Stored items
"""
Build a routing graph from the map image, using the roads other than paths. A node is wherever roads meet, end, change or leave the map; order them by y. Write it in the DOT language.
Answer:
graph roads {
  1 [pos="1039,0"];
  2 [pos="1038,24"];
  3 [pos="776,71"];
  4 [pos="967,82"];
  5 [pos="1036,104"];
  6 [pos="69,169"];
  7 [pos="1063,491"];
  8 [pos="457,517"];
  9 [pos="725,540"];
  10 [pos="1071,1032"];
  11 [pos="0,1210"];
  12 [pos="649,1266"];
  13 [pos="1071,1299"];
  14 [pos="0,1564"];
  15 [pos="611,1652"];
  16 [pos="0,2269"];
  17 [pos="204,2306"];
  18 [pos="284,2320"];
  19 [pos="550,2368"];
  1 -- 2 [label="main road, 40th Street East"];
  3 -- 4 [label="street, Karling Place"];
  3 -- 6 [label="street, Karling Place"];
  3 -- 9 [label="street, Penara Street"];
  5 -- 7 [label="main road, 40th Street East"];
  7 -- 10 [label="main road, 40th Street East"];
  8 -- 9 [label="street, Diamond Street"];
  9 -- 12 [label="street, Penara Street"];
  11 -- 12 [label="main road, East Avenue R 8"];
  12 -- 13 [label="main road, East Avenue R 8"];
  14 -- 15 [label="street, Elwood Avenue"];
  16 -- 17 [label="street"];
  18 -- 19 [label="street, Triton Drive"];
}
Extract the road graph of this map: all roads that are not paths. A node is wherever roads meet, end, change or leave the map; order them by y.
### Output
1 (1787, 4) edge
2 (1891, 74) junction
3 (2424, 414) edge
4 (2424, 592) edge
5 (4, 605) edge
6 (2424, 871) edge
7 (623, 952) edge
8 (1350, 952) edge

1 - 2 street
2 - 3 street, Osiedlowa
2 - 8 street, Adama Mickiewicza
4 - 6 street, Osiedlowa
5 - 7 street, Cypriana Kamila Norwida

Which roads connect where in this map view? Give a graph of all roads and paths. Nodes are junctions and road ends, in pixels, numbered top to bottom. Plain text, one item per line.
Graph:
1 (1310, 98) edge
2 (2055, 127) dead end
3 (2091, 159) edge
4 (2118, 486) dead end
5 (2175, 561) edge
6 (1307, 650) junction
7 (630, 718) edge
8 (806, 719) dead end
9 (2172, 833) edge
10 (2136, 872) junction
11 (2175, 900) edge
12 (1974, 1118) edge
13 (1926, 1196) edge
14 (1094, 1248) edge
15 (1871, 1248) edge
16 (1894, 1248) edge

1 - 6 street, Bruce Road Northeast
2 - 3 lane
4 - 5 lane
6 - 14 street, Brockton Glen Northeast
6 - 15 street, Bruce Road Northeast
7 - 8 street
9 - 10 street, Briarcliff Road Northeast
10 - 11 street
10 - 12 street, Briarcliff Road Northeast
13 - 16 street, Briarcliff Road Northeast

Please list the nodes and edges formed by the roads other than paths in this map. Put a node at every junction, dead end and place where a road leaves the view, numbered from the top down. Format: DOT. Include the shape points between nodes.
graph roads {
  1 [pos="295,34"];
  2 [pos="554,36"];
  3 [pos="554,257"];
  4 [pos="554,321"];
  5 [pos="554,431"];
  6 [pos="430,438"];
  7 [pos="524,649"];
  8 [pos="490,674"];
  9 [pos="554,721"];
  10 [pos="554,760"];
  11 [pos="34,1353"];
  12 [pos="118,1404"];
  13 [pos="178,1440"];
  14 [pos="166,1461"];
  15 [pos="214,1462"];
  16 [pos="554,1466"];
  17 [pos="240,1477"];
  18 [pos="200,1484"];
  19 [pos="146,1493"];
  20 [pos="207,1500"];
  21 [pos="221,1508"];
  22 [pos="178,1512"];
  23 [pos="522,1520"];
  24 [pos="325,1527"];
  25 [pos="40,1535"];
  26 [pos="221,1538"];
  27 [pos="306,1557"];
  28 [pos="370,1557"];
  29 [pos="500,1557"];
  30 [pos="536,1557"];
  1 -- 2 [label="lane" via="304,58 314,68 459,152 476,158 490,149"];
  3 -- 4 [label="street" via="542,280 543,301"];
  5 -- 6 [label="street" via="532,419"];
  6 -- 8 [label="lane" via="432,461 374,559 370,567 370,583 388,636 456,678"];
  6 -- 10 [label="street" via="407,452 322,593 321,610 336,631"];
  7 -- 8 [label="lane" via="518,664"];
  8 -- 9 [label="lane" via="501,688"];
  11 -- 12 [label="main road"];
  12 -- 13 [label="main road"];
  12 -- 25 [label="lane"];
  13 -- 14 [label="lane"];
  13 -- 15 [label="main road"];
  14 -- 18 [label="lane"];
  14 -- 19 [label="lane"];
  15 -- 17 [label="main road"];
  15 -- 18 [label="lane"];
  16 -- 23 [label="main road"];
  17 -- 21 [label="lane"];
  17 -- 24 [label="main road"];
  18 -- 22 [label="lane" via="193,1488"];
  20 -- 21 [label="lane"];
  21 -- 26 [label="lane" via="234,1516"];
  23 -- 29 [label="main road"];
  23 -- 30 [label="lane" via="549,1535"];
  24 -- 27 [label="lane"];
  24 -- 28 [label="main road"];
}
"""
• [What to produce] Pull every line containing "them" from the entries above and copy it.

• [Solution to this task]
Build a routing graph from the map image, using the roads other than paths. A node is wherever roads meet, end, change or leave the map; order them by y. Write it in the DOT language.
Extract the road graph of this map: all roads that are not paths. A node is wherever roads meet, end, change or leave the map; order them by y.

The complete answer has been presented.